[Your goal]: Although the data below holds other lines too, output only those from the line with "index dip: (431, 80)" up to and including the line with "ring tip: (709, 118)", exactly as they appear.

Keypoint text descriptions
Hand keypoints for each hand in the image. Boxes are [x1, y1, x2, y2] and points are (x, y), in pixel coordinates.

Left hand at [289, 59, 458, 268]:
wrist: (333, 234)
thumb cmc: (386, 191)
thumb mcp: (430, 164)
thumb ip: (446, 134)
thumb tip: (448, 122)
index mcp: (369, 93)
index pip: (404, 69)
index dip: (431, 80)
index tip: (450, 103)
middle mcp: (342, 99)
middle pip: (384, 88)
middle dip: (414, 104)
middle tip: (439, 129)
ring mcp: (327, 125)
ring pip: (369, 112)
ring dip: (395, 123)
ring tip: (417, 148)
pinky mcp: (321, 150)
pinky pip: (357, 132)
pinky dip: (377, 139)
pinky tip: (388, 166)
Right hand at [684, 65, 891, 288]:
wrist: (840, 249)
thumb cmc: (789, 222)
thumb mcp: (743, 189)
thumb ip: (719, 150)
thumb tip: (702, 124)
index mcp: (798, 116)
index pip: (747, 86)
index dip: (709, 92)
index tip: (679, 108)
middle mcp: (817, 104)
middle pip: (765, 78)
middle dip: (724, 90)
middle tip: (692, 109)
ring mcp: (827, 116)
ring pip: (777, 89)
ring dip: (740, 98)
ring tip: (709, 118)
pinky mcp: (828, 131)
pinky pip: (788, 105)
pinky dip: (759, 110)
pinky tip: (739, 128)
==
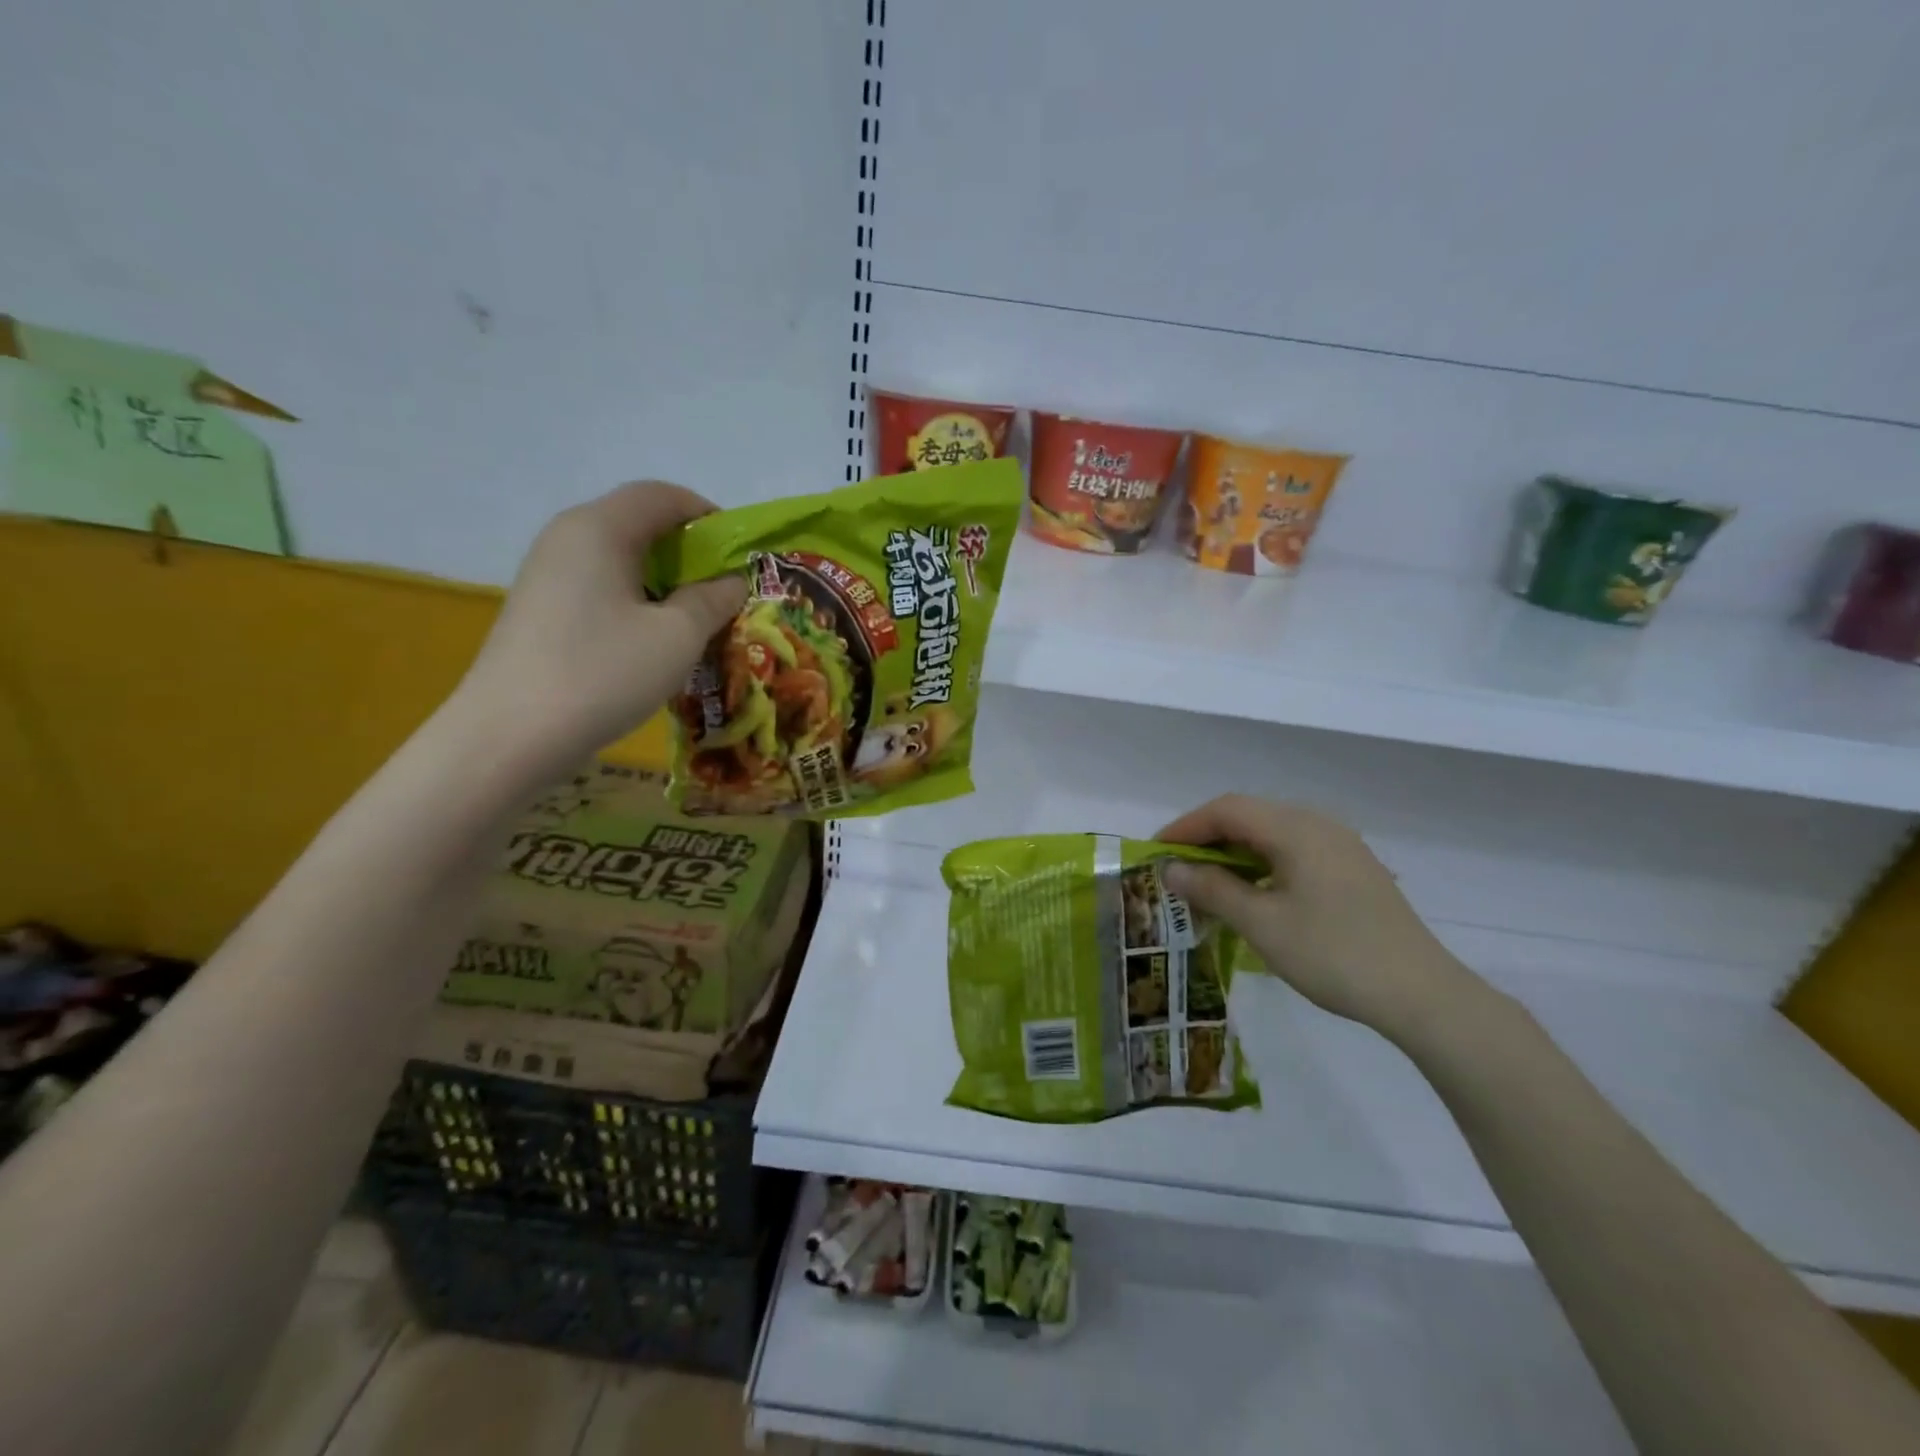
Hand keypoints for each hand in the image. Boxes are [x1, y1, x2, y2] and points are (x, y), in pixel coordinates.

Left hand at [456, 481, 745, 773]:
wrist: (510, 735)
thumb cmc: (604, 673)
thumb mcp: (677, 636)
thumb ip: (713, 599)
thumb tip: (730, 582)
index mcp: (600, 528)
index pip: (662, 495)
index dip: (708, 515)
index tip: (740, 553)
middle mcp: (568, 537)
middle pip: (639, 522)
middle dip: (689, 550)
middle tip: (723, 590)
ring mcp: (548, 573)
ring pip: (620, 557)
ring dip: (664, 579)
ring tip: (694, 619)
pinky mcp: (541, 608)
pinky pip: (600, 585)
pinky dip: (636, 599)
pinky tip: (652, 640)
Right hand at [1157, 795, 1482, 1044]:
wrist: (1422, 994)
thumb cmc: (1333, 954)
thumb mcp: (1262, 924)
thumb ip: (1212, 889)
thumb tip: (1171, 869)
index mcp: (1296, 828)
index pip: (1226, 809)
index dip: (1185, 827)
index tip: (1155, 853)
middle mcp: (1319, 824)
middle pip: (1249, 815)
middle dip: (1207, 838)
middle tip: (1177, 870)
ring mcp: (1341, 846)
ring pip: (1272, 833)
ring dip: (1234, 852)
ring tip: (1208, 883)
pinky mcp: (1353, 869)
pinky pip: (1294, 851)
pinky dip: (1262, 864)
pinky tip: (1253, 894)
...
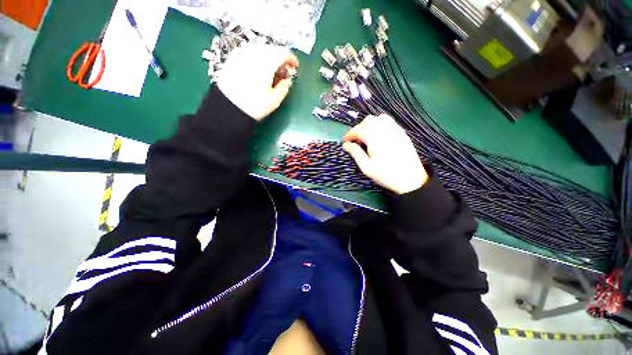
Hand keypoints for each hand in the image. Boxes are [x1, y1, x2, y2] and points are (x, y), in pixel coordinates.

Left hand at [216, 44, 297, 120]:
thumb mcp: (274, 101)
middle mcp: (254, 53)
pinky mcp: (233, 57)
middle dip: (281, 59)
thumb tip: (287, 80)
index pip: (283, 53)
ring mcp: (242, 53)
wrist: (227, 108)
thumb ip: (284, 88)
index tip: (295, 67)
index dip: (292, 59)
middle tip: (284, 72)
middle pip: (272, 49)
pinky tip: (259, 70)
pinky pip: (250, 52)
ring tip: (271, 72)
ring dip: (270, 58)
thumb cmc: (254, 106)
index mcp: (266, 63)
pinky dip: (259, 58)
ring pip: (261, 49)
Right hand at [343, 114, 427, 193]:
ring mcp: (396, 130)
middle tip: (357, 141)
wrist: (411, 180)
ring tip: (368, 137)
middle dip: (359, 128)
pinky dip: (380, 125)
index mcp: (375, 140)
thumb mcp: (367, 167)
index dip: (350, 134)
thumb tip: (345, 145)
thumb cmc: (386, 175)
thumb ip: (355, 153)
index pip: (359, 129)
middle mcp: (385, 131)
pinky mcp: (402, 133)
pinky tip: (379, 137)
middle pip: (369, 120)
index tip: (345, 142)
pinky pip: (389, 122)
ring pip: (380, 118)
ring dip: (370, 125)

[Solution to this exercise]:
index dip: (431, 80)
index tip: (450, 103)
middle mcp: (342, 99)
middle pip: (384, 88)
middle dip: (414, 104)
middle tip: (439, 129)
ring mcp: (327, 125)
ring pip: (369, 112)
ring dip: (395, 123)
ring tip: (417, 148)
pinky mcp: (321, 150)
pinky pip: (357, 132)
pinky dip: (377, 139)
pinky tip: (388, 166)
Right hand at [684, 65, 891, 288]:
wrist: (840, 249)
thumb cmc: (789, 222)
thumb mcp: (743, 189)
thumb ip: (719, 150)
thumb tip: (702, 124)
index mcp: (798, 116)
index pip: (747, 86)
index dip: (709, 92)
index tip: (679, 108)
middle mcp: (817, 104)
middle pip: (765, 78)
middle dip: (724, 90)
middle tip: (692, 109)
ring mcp: (827, 116)
ring pip: (777, 89)
ring dip: (740, 98)
ring tip: (709, 118)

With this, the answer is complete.